Home Secretary Charles Clarke would then have to decide the fate of Fowzi Nejad, who has so far spent 25 years in a closed prison after receiving five life sentences for conspiracy to murder, false imprisonment, firearm possession and two charges of manslaughter.

Nothing has happened since he won an appeal last year against the Home Secretary's refusal to reduce his life tariff from 25 to 22 years, when three judges called for his case to be given "urgent attention." Nejad was the only one of six terrorists to survive the storming of the Iranian Embassy, after crack SAS troops were reportedly ordered to take no prisoners when the building was burnt down.

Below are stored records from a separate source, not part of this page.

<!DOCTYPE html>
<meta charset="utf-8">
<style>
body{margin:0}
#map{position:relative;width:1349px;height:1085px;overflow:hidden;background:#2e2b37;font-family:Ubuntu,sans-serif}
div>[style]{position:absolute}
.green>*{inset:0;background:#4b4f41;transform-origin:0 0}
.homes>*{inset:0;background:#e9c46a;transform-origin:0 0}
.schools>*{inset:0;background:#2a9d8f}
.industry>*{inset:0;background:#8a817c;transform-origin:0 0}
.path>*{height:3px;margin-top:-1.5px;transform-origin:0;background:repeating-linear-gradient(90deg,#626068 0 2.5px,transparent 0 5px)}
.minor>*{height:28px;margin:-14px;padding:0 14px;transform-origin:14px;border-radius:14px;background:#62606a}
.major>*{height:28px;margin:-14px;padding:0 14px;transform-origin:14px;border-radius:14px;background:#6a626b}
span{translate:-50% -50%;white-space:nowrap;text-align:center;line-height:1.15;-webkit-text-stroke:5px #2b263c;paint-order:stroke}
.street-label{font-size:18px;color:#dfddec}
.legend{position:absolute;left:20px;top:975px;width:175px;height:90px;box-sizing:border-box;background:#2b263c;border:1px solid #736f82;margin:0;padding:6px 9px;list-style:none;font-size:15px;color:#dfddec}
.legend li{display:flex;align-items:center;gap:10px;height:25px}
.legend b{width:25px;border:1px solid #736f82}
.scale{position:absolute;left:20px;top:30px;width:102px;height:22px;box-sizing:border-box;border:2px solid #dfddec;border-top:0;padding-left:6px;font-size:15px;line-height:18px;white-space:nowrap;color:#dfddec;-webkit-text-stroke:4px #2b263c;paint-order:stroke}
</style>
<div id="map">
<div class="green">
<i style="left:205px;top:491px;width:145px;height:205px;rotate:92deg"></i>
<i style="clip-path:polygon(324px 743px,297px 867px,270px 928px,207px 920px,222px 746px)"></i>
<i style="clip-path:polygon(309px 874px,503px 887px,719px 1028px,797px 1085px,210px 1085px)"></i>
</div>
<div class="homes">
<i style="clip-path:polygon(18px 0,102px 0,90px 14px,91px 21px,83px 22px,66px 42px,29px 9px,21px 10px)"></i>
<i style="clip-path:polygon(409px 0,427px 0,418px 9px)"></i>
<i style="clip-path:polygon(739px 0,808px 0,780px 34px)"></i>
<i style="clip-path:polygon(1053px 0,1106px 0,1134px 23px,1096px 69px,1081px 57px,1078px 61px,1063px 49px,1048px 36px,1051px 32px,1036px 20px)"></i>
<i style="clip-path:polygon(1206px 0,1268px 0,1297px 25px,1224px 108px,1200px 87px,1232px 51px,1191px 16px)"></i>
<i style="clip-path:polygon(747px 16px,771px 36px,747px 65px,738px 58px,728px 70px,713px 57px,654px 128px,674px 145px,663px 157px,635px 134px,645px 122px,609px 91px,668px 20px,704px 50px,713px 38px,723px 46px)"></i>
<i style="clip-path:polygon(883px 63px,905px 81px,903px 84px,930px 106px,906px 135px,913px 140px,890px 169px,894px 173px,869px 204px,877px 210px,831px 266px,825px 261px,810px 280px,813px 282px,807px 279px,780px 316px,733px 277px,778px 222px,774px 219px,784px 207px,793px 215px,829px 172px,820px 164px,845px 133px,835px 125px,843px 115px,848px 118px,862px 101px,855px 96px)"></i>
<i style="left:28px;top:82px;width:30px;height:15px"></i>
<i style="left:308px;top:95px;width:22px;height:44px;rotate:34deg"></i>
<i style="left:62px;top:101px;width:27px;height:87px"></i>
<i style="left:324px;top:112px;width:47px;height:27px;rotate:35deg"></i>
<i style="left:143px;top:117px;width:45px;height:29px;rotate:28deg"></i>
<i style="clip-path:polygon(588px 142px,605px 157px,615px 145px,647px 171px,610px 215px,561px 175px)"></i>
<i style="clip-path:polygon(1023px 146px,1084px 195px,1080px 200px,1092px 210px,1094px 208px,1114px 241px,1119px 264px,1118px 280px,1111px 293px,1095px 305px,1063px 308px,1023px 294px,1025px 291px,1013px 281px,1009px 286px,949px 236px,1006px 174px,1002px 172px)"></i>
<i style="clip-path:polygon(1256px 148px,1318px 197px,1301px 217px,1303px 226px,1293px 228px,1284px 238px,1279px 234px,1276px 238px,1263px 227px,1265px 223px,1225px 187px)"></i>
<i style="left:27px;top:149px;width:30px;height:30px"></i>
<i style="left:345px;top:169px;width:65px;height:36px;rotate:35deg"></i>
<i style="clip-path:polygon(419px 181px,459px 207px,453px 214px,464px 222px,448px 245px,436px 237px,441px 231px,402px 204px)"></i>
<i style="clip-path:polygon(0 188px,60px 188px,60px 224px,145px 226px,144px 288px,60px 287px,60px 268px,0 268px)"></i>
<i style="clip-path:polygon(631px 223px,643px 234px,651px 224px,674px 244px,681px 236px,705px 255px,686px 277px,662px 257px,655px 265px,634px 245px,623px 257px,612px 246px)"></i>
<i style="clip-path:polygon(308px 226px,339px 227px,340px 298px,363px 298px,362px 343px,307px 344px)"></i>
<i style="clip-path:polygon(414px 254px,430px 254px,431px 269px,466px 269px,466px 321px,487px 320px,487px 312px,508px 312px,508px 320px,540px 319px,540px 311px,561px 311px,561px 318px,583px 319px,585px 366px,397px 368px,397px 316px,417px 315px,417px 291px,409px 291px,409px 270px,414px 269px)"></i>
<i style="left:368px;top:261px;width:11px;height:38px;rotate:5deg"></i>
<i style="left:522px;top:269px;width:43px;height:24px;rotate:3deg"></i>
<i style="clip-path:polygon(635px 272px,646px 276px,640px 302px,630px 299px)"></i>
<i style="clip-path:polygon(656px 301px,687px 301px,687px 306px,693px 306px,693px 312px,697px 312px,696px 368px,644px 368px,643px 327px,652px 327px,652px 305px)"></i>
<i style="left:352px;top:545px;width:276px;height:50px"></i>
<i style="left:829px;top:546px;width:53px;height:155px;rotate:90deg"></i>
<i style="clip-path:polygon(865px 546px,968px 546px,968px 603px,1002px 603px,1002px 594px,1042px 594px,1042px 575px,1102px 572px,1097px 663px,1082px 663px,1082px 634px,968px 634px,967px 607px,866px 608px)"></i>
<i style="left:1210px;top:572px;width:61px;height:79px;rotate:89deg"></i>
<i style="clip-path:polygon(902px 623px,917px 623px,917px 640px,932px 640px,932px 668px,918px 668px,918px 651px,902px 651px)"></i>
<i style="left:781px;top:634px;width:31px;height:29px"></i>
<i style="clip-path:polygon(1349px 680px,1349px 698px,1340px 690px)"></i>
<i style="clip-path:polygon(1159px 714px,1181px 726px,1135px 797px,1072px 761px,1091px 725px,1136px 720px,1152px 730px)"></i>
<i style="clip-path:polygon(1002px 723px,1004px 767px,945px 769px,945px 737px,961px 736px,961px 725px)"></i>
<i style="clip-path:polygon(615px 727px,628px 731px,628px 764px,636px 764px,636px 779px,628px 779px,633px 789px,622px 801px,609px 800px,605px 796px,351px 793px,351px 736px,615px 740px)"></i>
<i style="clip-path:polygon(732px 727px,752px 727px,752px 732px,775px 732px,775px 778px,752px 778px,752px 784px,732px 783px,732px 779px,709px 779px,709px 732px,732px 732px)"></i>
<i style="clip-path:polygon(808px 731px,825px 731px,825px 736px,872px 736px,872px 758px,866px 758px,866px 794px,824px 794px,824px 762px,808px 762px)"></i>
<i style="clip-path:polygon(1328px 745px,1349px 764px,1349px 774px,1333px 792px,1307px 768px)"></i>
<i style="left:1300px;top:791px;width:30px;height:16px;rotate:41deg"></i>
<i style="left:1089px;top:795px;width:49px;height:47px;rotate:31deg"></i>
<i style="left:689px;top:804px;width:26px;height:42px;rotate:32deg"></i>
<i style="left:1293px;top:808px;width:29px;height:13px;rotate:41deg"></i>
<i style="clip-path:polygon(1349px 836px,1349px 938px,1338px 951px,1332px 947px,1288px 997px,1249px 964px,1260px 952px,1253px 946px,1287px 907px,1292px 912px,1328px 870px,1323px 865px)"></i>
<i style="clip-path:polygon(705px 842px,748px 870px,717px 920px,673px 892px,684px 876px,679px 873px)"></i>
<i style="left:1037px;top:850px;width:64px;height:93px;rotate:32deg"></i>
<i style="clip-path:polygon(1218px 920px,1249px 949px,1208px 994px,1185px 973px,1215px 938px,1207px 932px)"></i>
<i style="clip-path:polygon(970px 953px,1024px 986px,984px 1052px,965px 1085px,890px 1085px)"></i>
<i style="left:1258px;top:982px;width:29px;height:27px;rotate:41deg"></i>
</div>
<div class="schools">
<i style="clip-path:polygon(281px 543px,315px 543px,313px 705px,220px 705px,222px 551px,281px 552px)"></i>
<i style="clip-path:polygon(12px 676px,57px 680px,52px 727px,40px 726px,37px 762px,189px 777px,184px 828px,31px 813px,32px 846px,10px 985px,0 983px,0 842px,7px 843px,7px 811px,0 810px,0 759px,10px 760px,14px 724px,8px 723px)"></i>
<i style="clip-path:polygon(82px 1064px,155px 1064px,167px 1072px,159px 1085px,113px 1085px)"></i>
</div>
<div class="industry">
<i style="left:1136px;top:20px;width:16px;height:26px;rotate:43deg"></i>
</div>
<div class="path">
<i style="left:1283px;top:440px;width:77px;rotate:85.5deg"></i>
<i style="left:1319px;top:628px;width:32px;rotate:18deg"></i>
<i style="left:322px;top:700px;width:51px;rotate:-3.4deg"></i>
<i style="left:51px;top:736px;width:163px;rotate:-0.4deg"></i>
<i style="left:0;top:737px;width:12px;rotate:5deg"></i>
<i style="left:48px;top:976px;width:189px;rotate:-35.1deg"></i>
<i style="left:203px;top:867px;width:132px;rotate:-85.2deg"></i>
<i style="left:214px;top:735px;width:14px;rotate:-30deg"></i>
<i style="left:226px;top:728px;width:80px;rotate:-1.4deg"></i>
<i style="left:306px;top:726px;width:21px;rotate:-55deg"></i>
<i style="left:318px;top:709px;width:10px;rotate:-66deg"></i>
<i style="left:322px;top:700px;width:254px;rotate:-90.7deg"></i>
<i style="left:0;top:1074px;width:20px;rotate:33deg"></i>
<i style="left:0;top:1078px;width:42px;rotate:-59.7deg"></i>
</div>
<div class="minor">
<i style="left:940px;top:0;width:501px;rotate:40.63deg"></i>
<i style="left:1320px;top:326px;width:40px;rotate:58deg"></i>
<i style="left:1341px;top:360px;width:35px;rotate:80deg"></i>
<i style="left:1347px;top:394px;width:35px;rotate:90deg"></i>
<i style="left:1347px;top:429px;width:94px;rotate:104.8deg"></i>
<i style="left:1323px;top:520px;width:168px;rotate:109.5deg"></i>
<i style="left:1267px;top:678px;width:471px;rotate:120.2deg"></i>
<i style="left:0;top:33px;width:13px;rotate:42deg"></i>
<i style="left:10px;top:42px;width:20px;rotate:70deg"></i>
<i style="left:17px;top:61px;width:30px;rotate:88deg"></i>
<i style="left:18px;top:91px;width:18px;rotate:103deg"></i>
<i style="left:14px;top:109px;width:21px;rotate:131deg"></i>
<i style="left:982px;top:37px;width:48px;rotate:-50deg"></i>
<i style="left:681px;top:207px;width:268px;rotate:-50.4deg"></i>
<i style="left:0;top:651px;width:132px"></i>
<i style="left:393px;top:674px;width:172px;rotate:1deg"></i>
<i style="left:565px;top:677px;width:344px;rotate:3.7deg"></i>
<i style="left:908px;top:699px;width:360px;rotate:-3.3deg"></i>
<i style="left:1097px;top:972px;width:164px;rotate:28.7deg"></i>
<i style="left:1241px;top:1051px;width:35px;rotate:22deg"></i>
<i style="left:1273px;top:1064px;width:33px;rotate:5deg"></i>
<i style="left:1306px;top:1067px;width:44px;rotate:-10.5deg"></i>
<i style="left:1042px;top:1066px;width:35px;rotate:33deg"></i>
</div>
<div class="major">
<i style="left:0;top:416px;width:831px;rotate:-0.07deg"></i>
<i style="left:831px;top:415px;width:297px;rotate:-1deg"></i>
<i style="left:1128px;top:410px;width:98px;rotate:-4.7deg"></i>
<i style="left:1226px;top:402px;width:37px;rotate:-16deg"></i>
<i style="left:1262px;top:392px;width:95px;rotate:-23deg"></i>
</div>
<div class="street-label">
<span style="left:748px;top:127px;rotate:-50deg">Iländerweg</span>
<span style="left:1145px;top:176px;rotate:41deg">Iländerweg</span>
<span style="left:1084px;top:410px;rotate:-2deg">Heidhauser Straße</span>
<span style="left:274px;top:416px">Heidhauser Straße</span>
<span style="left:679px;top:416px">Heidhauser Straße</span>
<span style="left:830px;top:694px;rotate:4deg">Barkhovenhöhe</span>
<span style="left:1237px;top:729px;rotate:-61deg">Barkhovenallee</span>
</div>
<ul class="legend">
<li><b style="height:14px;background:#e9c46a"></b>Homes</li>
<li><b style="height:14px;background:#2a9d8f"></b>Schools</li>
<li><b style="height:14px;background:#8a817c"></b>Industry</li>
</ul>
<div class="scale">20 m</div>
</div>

Two hostages were killed during the six-day siege in April 1980, which some have linked to the aborted US attempt a few days later to invade Iran that ended in a debacle at Tabas.

Former BBC sound recordist, Sim Harris, one of the hostages who reportedly identified that Nejad was missed by the SAS, says that he should have been put on parole some time ago.

"He is an embarrassment for the Government. They think the easiest thing is to keep him in prison," Harris was quoted saying by PA News Wednesday.

The subsequent trial of Najad, who was claimed to be part of a Democratic Revolutionary Front for Arabistan financed by Saddam Hussein's regime, was dramatically halted within days of starting after he suddenly changed his plea to guilty.